MINAHASA SELATAN|zona-nesia.com — Konten video yang melibatkan sejumlah petugas perempuan Dinas Pemadam Kebakaran (Damkar) Kabupaten Minahasa Selatan (Minsel) menuai sorotan tajam dan kecaman publik.Jumat (14/08/2026)
Merespons polemik tersebut, Kepala Dinas Damkar Minsel Nixon Mukuan memastikan petugas yang terlibat akan dipanggil untuk menjalani pemeriksaan pada Senin mendatang, sesuai instruksi pimpinan.
Pemanggilan dilakukan untuk mengklarifikasi pembuatan konten sekaligus mengukur tingkat kesalahan sebelum menentukan langkah disiplin terhadap petugas yang bersangkutan.
“Senin kami akan panggil yang bersangkutan sesuai instruksi pimpinan. Kami akan memberikan sanksi sesuai ketentuan kepegawaian PP Nomor 94 Tahun 2021 tentang Disiplin Pegawai Negeri Sipil dengan melakukan tahapan pemeriksaan untuk mengetahui tingkat kesalahan,” ujar Nixon saat dikonfirmasi media.
Nixon menegaskan, sanksi tidak akan dijatuhkan secara sembarangan.

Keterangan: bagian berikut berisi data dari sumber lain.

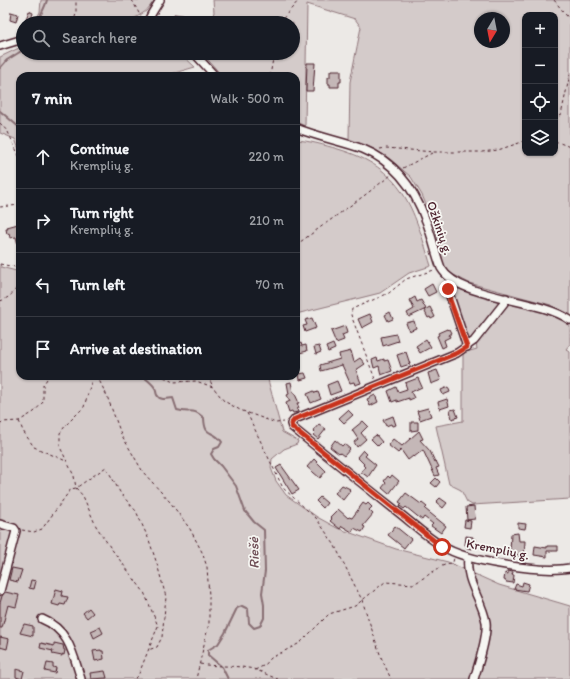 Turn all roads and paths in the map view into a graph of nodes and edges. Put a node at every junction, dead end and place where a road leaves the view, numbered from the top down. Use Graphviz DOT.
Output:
graph roads {
  1 [pos="76,0"];
  2 [pos="132,0"];
  3 [pos="160,0"];
  4 [pos="299,0"];
  5 [pos="554,0"];
  6 [pos="75,16"];
  7 [pos="140,16"];
  8 [pos="150,16"];
  9 [pos="285,16"];
  10 [pos="570,20"];
  11 [pos="16,42"];
  12 [pos="0,46"];
  13 [pos="200,60"];
  14 [pos="273,60"];
  15 [pos="211,72"];
  16 [pos="271,72"];
  17 [pos="570,74"];
  18 [pos="558,118"];
  19 [pos="0,123"];
  20 [pos="300,129"];
  21 [pos="522,142"];
  22 [pos="558,142"];
  23 [pos="570,147"];
  24 [pos="16,149"];
  25 [pos="434,152"];
  26 [pos="375,154"];
  27 [pos="397,172"];
  28 [pos="16,205"];
  29 [pos="0,207"];
  30 [pos="300,242"];
  31 [pos="0,264"];
  32 [pos="16,267"];
  33 [pos="441,268"];
  34 [pos="452,280"];
  35 [pos="16,291"];
  36 [pos="506,298"];
  37 [pos="0,301"];
  38 [pos="570,320"];
  39 [pos="467,347"];
  40 [pos="46,380"];
  41 [pos="92,380"];
  42 [pos="99,380"];
  43 [pos="170,380"];
  44 [pos="210,380"];
  45 [pos="377,386"];
  46 [pos="213,387"];
  47 [pos="247,413"];
  48 [pos="19,421"];
  49 [pos="284,422"];
  50 [pos="0,424"];
  51 [pos="67,461"];
  52 [pos="76,488"];
  53 [pos="0,524"];
  54 [pos="16,530"];
  55 [pos="456,554"];
  56 [pos="468,558"];
  57 [pos="570,568"];
  58 [pos="0,591"];
  59 [pos="362,600"];
  60 [pos="42,619"];
  61 [pos="148,650"];
  62 [pos="199,664"];
  63 [pos="255,670"];
  64 [pos="81,679"];
  65 [pos="135,679"];
  66 [pos="196,679"];
  67 [pos="278,679"];
  68 [pos="391,679"];
  69 [pos="474,679"];
  1 -- 6 [label="path"];
  2 -- 7 [label="path"];
  3 -- 8 [label="street"];
  4 -- 9 [label="path"];
  5 -- 10 [label="path"];
  11 -- 12 [label="street"];
  13 -- 15 [label="street"];
  14 -- 16 [label="path"];
  17 -- 18 [label="path"];
  19 -- 24 [label="path"];
  20 -- 26 [label="street, Ožkinių g."];
  21 -- 25 [label="path"];
  22 -- 23 [label="path"];
  25 -- 26 [label="path"];
  25 -- 27 [label="path"];
  26 -- 27 [label="street, Ožkinių g."];
  27 -- 30 [label="path"];
  27 -- 33 [label="street, Ožkinių g."];
  28 -- 29 [label="path"];
  31 -- 32 [label="path"];
  33 -- 34 [label="street, Ožkinių g."];
  33 -- 45 [label="path"];
  34 -- 36 [label="street, Ožkinių g."];
  34 -- 39 [label="street"];
  35 -- 37 [label="path"];
  36 -- 38 [label="street, Ožkinių g."];
  36 -- 39 [label="street, Kremplių g."];
  39 -- 45 [label="street, Kremplių g."];
  40 -- 48 [label="path"];
  41 -- 51 [label="path"];
  42 -- 62 [label="path"];
  43 -- 46 [label="path"];
  44 -- 46 [label="path"];
  45 -- 55 [label="street, Kremplių g."];
  46 -- 47 [label="path"];
  47 -- 49 [label="path"];
  47 -- 59 [label="path"];
  48 -- 50 [label="path"];
  48 -- 51 [label="path"];
  51 -- 52 [label="path"];
  52 -- 54 [label="path"];
  52 -- 61 [label="path"];
  52 -- 61 [label="path"];
  53 -- 54 [label="street"];
  54 -- 58 [label="street"];
  55 -- 56 [label="street, Kremplių g."];
  55 -- 59 [label="path"];
  56 -- 57 [label="street, Kremplių g."];
  56 -- 69 [label="street"];
  59 -- 63 [label="path"];
  59 -- 68 [label="path"];
  60 -- 64 [label="street"];
  61 -- 65 [label="path"];
  62 -- 63 [label="path"];
  62 -- 66 [label="path"];
  63 -- 67 [label="path"];
} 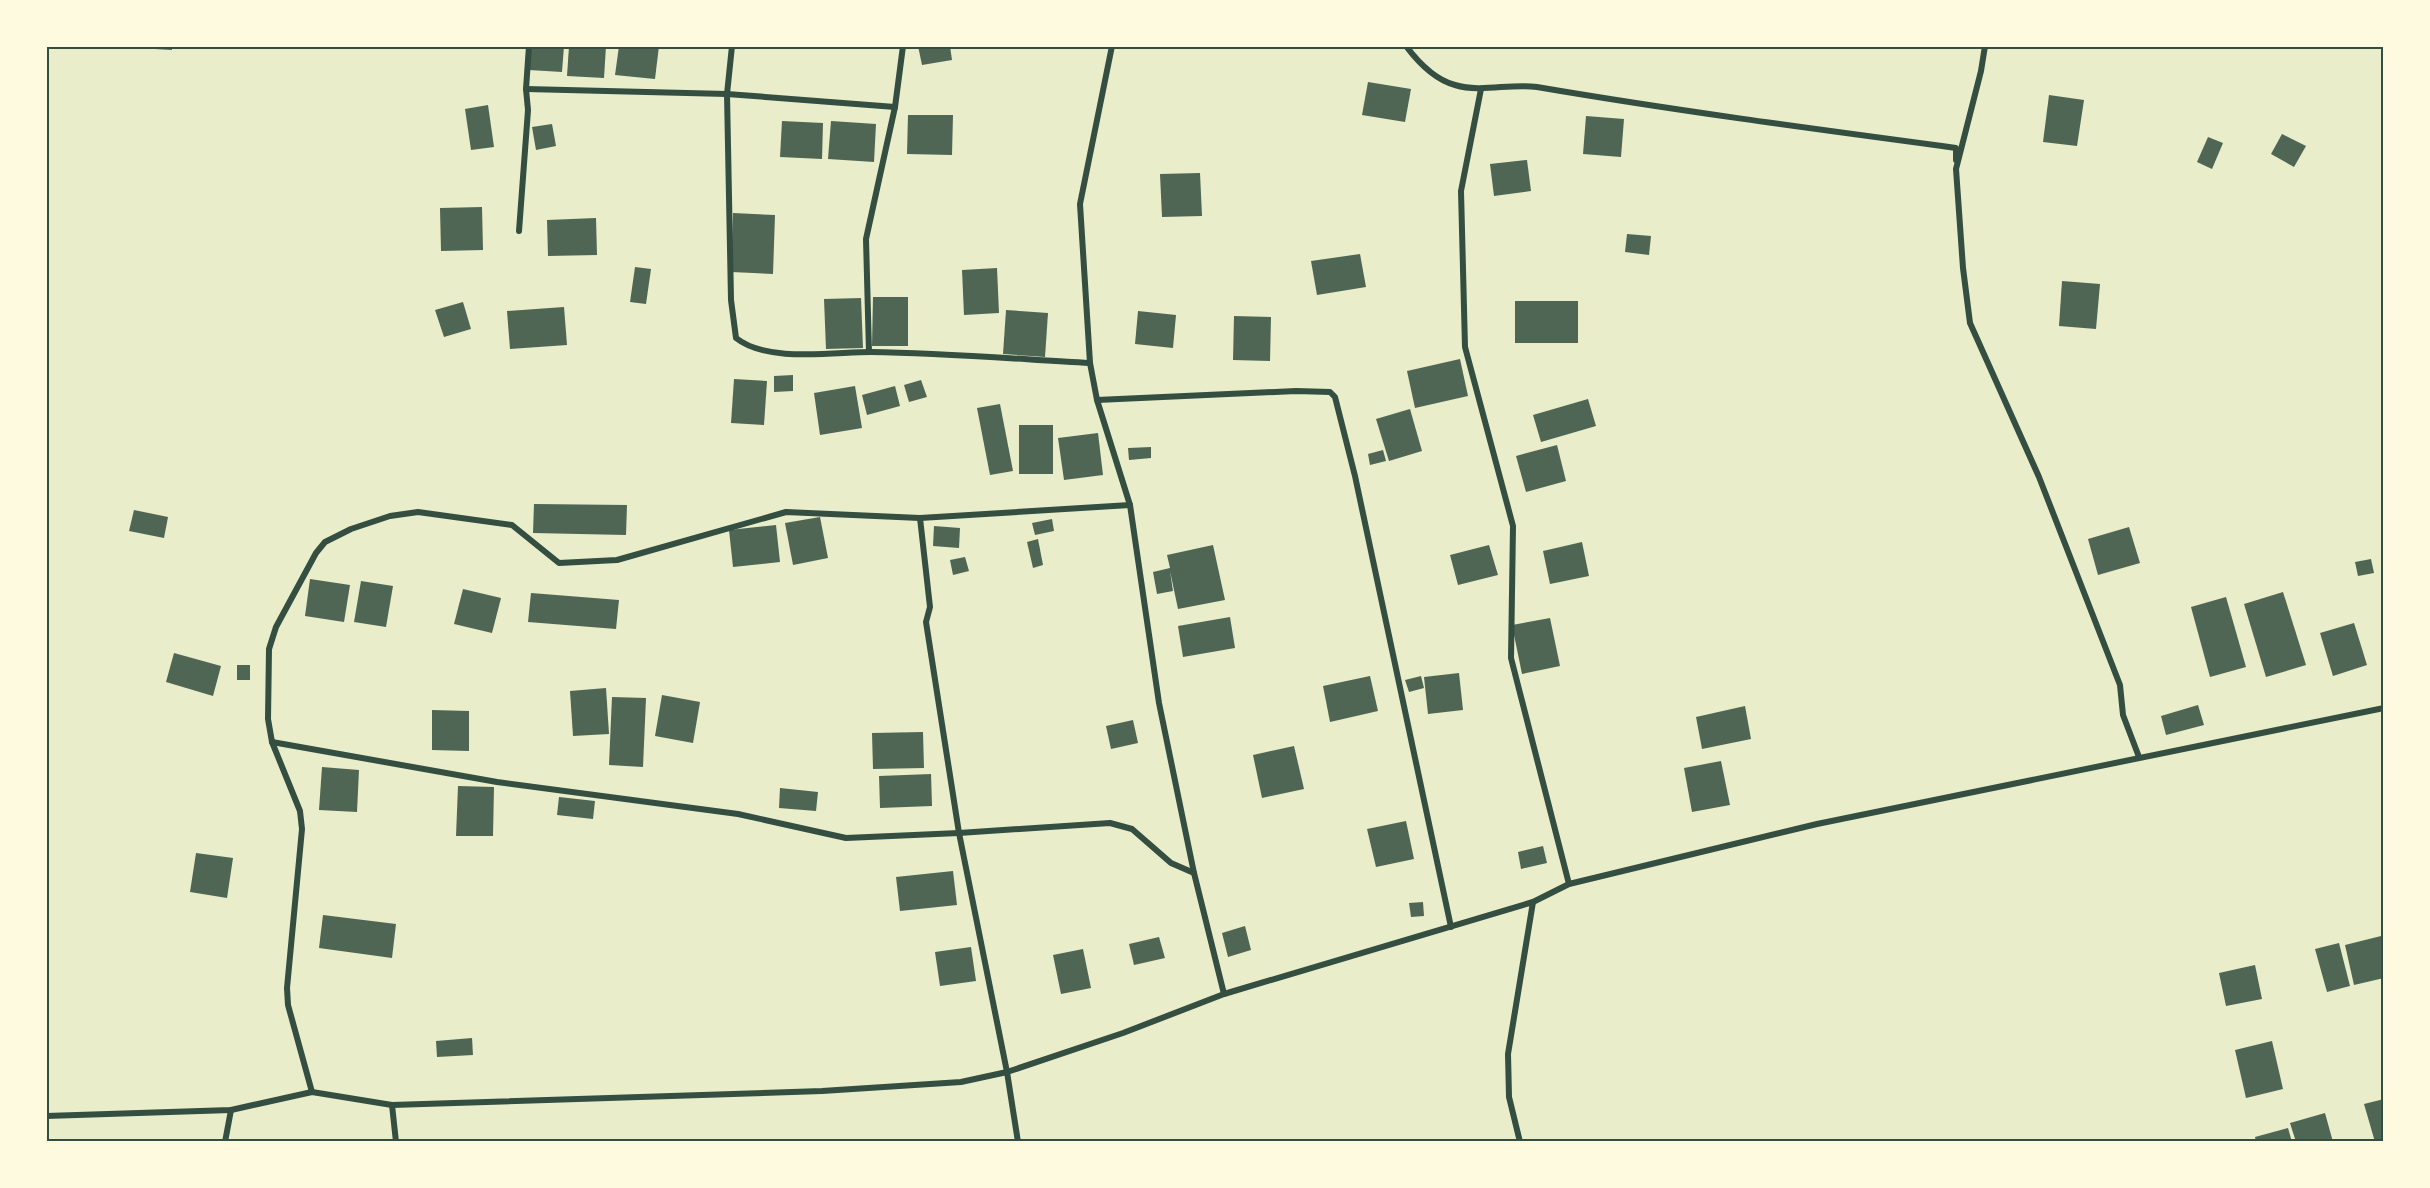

Setiap tindakan disiplin akan melalui tahapan pemeriksaan sebagaimana diatur dalam ketentuan kepegawaian.
Yang tak kalah penting, Nixon memastikan konten tersebut bukan merupakan perintah dari pimpinan Damkar Minsel.
“Dari pimpinan, saya tegaskan tidak pernah mengarahkan anggota untuk membuat konten,” tegasnya.
Sebelumnya, video yang memperlihatkan sejumlah petugas Damkar wanita tersebut viral di media sosial dan memicu beragam reaksi masyarakat.
Konten itu mendapat kritik karena dinilai menyinggung persoalan keterlambatan petugas pemadam kebakaran dalam menangani suatu kejadian kebakaran dengan cara yang dianggap tidak tepat dan berpotensi memunculkan persepsi negatif terhadap pelayanan publik.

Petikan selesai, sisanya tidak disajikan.